**Problem statement:** Once the images are removed, repeat all of the entries exactly.

━━━━━━━━

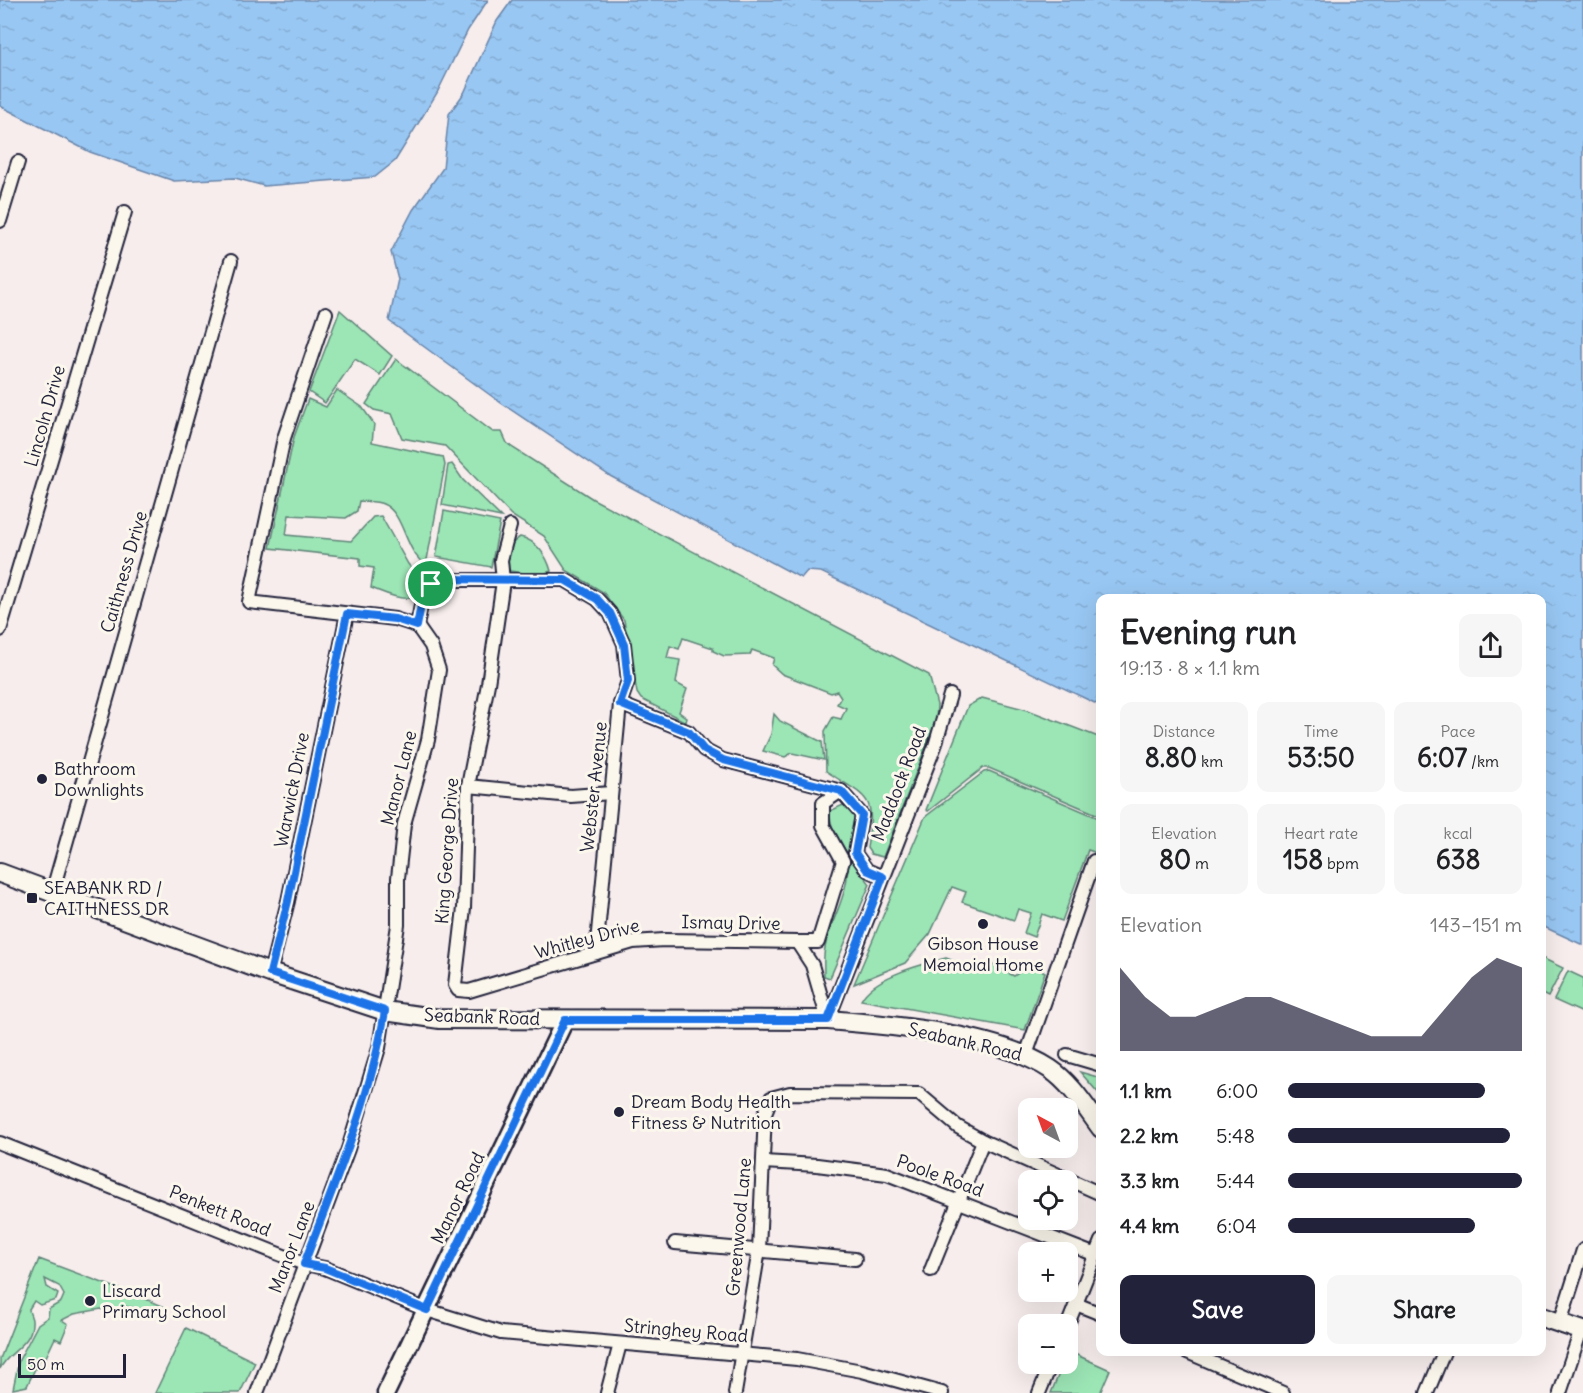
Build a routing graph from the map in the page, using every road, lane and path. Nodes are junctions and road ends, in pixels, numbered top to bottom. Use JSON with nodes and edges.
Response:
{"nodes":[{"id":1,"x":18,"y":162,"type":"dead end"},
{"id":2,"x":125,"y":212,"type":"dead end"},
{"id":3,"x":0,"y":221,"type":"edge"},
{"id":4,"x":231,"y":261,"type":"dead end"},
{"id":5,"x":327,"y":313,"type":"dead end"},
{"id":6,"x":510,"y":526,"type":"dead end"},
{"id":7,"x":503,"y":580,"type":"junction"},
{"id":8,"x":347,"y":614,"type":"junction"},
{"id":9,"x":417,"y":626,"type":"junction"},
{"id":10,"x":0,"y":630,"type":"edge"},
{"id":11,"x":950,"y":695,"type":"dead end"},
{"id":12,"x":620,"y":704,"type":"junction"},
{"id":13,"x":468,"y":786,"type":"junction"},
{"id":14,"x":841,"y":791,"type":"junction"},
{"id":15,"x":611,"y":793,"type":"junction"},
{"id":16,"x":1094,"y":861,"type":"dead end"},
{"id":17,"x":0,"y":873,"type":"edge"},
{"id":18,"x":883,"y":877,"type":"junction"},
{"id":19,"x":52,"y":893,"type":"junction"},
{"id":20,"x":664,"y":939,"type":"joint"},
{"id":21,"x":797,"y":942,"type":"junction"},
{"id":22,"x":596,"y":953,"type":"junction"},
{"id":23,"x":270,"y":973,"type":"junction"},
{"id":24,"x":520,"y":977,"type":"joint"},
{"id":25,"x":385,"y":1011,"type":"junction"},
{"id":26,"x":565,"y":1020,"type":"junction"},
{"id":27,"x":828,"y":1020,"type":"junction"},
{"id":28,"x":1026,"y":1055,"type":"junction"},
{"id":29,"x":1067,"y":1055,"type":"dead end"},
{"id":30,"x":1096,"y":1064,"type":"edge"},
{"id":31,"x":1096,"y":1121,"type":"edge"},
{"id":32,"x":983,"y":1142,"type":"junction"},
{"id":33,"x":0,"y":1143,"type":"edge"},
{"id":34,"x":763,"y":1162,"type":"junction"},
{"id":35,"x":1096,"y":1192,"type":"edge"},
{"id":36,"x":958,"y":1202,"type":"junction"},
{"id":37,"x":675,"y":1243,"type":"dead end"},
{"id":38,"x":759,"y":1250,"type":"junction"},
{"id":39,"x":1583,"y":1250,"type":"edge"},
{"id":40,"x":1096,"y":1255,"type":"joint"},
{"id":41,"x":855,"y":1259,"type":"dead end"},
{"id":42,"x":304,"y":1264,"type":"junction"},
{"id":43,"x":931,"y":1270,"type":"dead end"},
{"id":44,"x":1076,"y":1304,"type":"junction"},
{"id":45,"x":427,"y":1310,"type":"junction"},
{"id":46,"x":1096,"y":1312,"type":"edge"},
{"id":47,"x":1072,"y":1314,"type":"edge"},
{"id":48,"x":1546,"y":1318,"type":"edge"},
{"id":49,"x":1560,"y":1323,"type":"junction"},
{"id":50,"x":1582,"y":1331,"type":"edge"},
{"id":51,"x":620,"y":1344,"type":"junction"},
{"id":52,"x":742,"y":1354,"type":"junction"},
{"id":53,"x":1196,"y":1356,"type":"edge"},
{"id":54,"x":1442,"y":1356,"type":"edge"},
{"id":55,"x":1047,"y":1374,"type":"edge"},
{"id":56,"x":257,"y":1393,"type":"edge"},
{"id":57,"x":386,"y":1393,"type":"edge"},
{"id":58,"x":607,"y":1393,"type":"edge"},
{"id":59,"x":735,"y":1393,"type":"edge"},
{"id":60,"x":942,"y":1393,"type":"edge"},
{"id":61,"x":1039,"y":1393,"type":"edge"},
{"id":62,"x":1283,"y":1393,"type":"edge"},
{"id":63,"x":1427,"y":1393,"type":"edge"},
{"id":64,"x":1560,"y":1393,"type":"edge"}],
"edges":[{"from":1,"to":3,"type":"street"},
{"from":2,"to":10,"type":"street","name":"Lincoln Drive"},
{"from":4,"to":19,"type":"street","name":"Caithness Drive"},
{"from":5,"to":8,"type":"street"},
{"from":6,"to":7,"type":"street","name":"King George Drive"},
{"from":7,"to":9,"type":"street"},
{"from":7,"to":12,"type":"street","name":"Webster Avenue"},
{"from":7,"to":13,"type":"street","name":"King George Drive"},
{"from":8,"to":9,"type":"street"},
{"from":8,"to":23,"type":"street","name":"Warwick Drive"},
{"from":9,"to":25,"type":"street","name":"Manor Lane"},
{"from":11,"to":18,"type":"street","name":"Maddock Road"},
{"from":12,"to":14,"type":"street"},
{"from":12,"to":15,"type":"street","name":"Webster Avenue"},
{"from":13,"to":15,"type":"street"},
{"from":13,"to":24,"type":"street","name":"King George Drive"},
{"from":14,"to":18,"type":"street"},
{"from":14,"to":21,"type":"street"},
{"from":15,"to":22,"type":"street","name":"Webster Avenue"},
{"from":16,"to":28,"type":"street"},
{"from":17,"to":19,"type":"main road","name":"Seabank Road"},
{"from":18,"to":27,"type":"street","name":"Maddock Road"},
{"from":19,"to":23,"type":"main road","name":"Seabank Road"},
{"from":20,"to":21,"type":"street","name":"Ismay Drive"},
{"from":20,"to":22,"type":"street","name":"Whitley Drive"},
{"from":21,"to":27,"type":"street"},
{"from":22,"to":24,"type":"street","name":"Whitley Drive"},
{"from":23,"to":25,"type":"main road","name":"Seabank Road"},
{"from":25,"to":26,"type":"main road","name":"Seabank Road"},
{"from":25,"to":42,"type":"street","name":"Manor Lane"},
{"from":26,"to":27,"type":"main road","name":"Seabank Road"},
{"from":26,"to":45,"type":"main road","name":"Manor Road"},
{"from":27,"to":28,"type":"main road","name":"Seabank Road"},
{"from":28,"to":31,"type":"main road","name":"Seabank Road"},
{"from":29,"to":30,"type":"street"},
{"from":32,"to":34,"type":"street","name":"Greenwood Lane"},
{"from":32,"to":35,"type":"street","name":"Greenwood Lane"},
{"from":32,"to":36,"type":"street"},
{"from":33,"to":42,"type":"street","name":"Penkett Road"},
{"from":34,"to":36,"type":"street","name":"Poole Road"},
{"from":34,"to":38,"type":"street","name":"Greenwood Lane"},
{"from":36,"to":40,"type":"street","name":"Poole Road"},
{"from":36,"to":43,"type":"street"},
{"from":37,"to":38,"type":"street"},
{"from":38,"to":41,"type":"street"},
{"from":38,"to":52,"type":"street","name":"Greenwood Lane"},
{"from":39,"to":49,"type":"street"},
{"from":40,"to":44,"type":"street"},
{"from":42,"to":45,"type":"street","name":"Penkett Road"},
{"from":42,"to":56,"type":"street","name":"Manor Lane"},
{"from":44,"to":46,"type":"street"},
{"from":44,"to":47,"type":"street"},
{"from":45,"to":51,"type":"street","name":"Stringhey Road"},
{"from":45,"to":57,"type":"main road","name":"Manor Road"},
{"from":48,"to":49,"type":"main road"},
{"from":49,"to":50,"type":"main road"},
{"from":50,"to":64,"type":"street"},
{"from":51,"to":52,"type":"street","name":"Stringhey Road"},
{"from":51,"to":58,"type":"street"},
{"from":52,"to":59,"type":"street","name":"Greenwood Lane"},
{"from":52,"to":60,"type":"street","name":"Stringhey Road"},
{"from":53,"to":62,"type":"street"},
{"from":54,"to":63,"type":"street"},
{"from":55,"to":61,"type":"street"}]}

━━━━━━━━

**Answer for the task:**
Build a routing graph from the map in the page, using every road, lane and path. Nodes are junctions and road ends, in pixels, numbered top to bottom. Use JSON with nodes and edges.
Response:
{"nodes":[{"id":1,"x":18,"y":162,"type":"dead end"},
{"id":2,"x":125,"y":212,"type":"dead end"},
{"id":3,"x":0,"y":221,"type":"edge"},
{"id":4,"x":231,"y":261,"type":"dead end"},
{"id":5,"x":327,"y":313,"type":"dead end"},
{"id":6,"x":510,"y":526,"type":"dead end"},
{"id":7,"x":503,"y":580,"type":"junction"},
{"id":8,"x":347,"y":614,"type":"junction"},
{"id":9,"x":417,"y":626,"type":"junction"},
{"id":10,"x":0,"y":630,"type":"edge"},
{"id":11,"x":950,"y":695,"type":"dead end"},
{"id":12,"x":620,"y":704,"type":"junction"},
{"id":13,"x":468,"y":786,"type":"junction"},
{"id":14,"x":841,"y":791,"type":"junction"},
{"id":15,"x":611,"y":793,"type":"junction"},
{"id":16,"x":1094,"y":861,"type":"dead end"},
{"id":17,"x":0,"y":873,"type":"edge"},
{"id":18,"x":883,"y":877,"type":"junction"},
{"id":19,"x":52,"y":893,"type":"junction"},
{"id":20,"x":664,"y":939,"type":"joint"},
{"id":21,"x":797,"y":942,"type":"junction"},
{"id":22,"x":596,"y":953,"type":"junction"},
{"id":23,"x":270,"y":973,"type":"junction"},
{"id":24,"x":520,"y":977,"type":"joint"},
{"id":25,"x":385,"y":1011,"type":"junction"},
{"id":26,"x":565,"y":1020,"type":"junction"},
{"id":27,"x":828,"y":1020,"type":"junction"},
{"id":28,"x":1026,"y":1055,"type":"junction"},
{"id":29,"x":1067,"y":1055,"type":"dead end"},
{"id":30,"x":1096,"y":1064,"type":"edge"},
{"id":31,"x":1096,"y":1121,"type":"edge"},
{"id":32,"x":983,"y":1142,"type":"junction"},
{"id":33,"x":0,"y":1143,"type":"edge"},
{"id":34,"x":763,"y":1162,"type":"junction"},
{"id":35,"x":1096,"y":1192,"type":"edge"},
{"id":36,"x":958,"y":1202,"type":"junction"},
{"id":37,"x":675,"y":1243,"type":"dead end"},
{"id":38,"x":759,"y":1250,"type":"junction"},
{"id":39,"x":1583,"y":1250,"type":"edge"},
{"id":40,"x":1096,"y":1255,"type":"joint"},
{"id":41,"x":855,"y":1259,"type":"dead end"},
{"id":42,"x":304,"y":1264,"type":"junction"},
{"id":43,"x":931,"y":1270,"type":"dead end"},
{"id":44,"x":1076,"y":1304,"type":"junction"},
{"id":45,"x":427,"y":1310,"type":"junction"},
{"id":46,"x":1096,"y":1312,"type":"edge"},
{"id":47,"x":1072,"y":1314,"type":"edge"},
{"id":48,"x":1546,"y":1318,"type":"edge"},
{"id":49,"x":1560,"y":1323,"type":"junction"},
{"id":50,"x":1582,"y":1331,"type":"edge"},
{"id":51,"x":620,"y":1344,"type":"junction"},
{"id":52,"x":742,"y":1354,"type":"junction"},
{"id":53,"x":1196,"y":1356,"type":"edge"},
{"id":54,"x":1442,"y":1356,"type":"edge"},
{"id":55,"x":1047,"y":1374,"type":"edge"},
{"id":56,"x":257,"y":1393,"type":"edge"},
{"id":57,"x":386,"y":1393,"type":"edge"},
{"id":58,"x":607,"y":1393,"type":"edge"},
{"id":59,"x":735,"y":1393,"type":"edge"},
{"id":60,"x":942,"y":1393,"type":"edge"},
{"id":61,"x":1039,"y":1393,"type":"edge"},
{"id":62,"x":1283,"y":1393,"type":"edge"},
{"id":63,"x":1427,"y":1393,"type":"edge"},
{"id":64,"x":1560,"y":1393,"type":"edge"}],
"edges":[{"from":1,"to":3,"type":"street"},
{"from":2,"to":10,"type":"street","name":"Lincoln Drive"},
{"from":4,"to":19,"type":"street","name":"Caithness Drive"},
{"from":5,"to":8,"type":"street"},
{"from":6,"to":7,"type":"street","name":"King George Drive"},
{"from":7,"to":9,"type":"street"},
{"from":7,"to":12,"type":"street","name":"Webster Avenue"},
{"from":7,"to":13,"type":"street","name":"King George Drive"},
{"from":8,"to":9,"type":"street"},
{"from":8,"to":23,"type":"street","name":"Warwick Drive"},
{"from":9,"to":25,"type":"street","name":"Manor Lane"},
{"from":11,"to":18,"type":"street","name":"Maddock Road"},
{"from":12,"to":14,"type":"street"},
{"from":12,"to":15,"type":"street","name":"Webster Avenue"},
{"from":13,"to":15,"type":"street"},
{"from":13,"to":24,"type":"street","name":"King George Drive"},
{"from":14,"to":18,"type":"street"},
{"from":14,"to":21,"type":"street"},
{"from":15,"to":22,"type":"street","name":"Webster Avenue"},
{"from":16,"to":28,"type":"street"},
{"from":17,"to":19,"type":"main road","name":"Seabank Road"},
{"from":18,"to":27,"type":"street","name":"Maddock Road"},
{"from":19,"to":23,"type":"main road","name":"Seabank Road"},
{"from":20,"to":21,"type":"street","name":"Ismay Drive"},
{"from":20,"to":22,"type":"street","name":"Whitley Drive"},
{"from":21,"to":27,"type":"street"},
{"from":22,"to":24,"type":"street","name":"Whitley Drive"},
{"from":23,"to":25,"type":"main road","name":"Seabank Road"},
{"from":25,"to":26,"type":"main road","name":"Seabank Road"},
{"from":25,"to":42,"type":"street","name":"Manor Lane"},
{"from":26,"to":27,"type":"main road","name":"Seabank Road"},
{"from":26,"to":45,"type":"main road","name":"Manor Road"},
{"from":27,"to":28,"type":"main road","name":"Seabank Road"},
{"from":28,"to":31,"type":"main road","name":"Seabank Road"},
{"from":29,"to":30,"type":"street"},
{"from":32,"to":34,"type":"street","name":"Greenwood Lane"},
{"from":32,"to":35,"type":"street","name":"Greenwood Lane"},
{"from":32,"to":36,"type":"street"},
{"from":33,"to":42,"type":"street","name":"Penkett Road"},
{"from":34,"to":36,"type":"street","name":"Poole Road"},
{"from":34,"to":38,"type":"street","name":"Greenwood Lane"},
{"from":36,"to":40,"type":"street","name":"Poole Road"},
{"from":36,"to":43,"type":"street"},
{"from":37,"to":38,"type":"street"},
{"from":38,"to":41,"type":"street"},
{"from":38,"to":52,"type":"street","name":"Greenwood Lane"},
{"from":39,"to":49,"type":"street"},
{"from":40,"to":44,"type":"street"},
{"from":42,"to":45,"type":"street","name":"Penkett Road"},
{"from":42,"to":56,"type":"street","name":"Manor Lane"},
{"from":44,"to":46,"type":"street"},
{"from":44,"to":47,"type":"street"},
{"from":45,"to":51,"type":"street","name":"Stringhey Road"},
{"from":45,"to":57,"type":"main road","name":"Manor Road"},
{"from":48,"to":49,"type":"main road"},
{"from":49,"to":50,"type":"main road"},
{"from":50,"to":64,"type":"street"},
{"from":51,"to":52,"type":"street","name":"Stringhey Road"},
{"from":51,"to":58,"type":"street"},
{"from":52,"to":59,"type":"street","name":"Greenwood Lane"},
{"from":52,"to":60,"type":"street","name":"Stringhey Road"},
{"from":53,"to":62,"type":"street"},
{"from":54,"to":63,"type":"street"},
{"from":55,"to":61,"type":"street"}]}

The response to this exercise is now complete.